Presentation #519.01 in the session Formation of Planets and Satellites (iPosters).
With its dominant iron core Mercury is an exception in the solar system. Considering extrasolar planets, however, it is not an isolated case. Therefore in the protoplanetary disk, iron and silicates must be separated in one way or the other. If Mercury’s structure is rooted in its formation, the separation might take place early on before planetesimals and planets form from an iron enriched reservoir. We introduce the idea of a Curie-line within the inner AU, which could provide a preferred spot for planetesimal formation with a potential bias for iron rich planetesimals [in prep].
In a hydrogen atmosphere we heated chondritic material at increasing temperatures up to 1400 K. Mössbauer spectroscopy and magnetometric measurements reveal that above 1200 K iron is reduced to metallic iron which results in a strong increase in magnetization. Since solids drift inwards in the protoplanetary disk, the amount of metallic iron is increased in a spatially well confined region of high temperature. Magnetic fields are estimated to reach up to the mT range in the inner disk, decreasing with distance from the star. If large enough magnetic fields and a significant fraction of metallic iron come together, magnetic dust aggregates might grow into iron rich bodies by magnetic clustering [Kruss & Wurm 2018 and 2020].
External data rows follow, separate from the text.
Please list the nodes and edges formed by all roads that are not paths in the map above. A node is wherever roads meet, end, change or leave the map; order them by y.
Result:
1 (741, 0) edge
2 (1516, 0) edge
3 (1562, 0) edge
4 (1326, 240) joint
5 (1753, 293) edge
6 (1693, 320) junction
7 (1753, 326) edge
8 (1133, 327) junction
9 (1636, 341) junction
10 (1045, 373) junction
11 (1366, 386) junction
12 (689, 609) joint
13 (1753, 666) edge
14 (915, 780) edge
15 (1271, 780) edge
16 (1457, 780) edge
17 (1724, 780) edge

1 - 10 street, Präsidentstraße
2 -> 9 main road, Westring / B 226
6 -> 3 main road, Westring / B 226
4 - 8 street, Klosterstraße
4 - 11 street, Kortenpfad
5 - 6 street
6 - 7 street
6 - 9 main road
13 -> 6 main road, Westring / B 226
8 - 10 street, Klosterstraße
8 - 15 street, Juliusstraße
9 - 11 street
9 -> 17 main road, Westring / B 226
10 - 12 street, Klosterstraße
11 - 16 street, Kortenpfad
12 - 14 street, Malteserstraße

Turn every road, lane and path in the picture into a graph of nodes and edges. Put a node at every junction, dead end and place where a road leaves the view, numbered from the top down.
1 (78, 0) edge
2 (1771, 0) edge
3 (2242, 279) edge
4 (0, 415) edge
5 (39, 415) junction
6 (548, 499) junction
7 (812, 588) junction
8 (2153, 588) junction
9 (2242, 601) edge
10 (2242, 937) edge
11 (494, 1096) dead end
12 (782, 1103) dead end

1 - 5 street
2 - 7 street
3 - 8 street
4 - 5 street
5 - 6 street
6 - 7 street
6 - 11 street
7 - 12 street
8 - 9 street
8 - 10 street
The iron’s Curie temperature at 1043 K, however, sharply distinguishes between strong ferromagnetic and weak paramagnetic properties. Therefore, material beyond the Curie temperature cannot react to the disks magnetic field. Material that drifted far enough inwards to form metallic iron and is diffused back outwards through turbulence, however, will start forming larger clusters containing iron rich matter. The aggregates will drift inwards again, passing the Curie-line, creating a zone with increased iron clusters that might readily react to streaming instabilities.
References: Kruss, M., & Wurm, G. (2018). Seeding the formation of Mercurys: an iron-sensitive bouncing barrier in disk magnetic fields. The Astrophysical Journal, 869(1), 45.
Kruss, M., & Wurm, G. (2020). Composition and size dependent sorting in preplanetary growth: seeding the formation of Mercury-like planets. The Planetary Science Journal, 1(1), 23.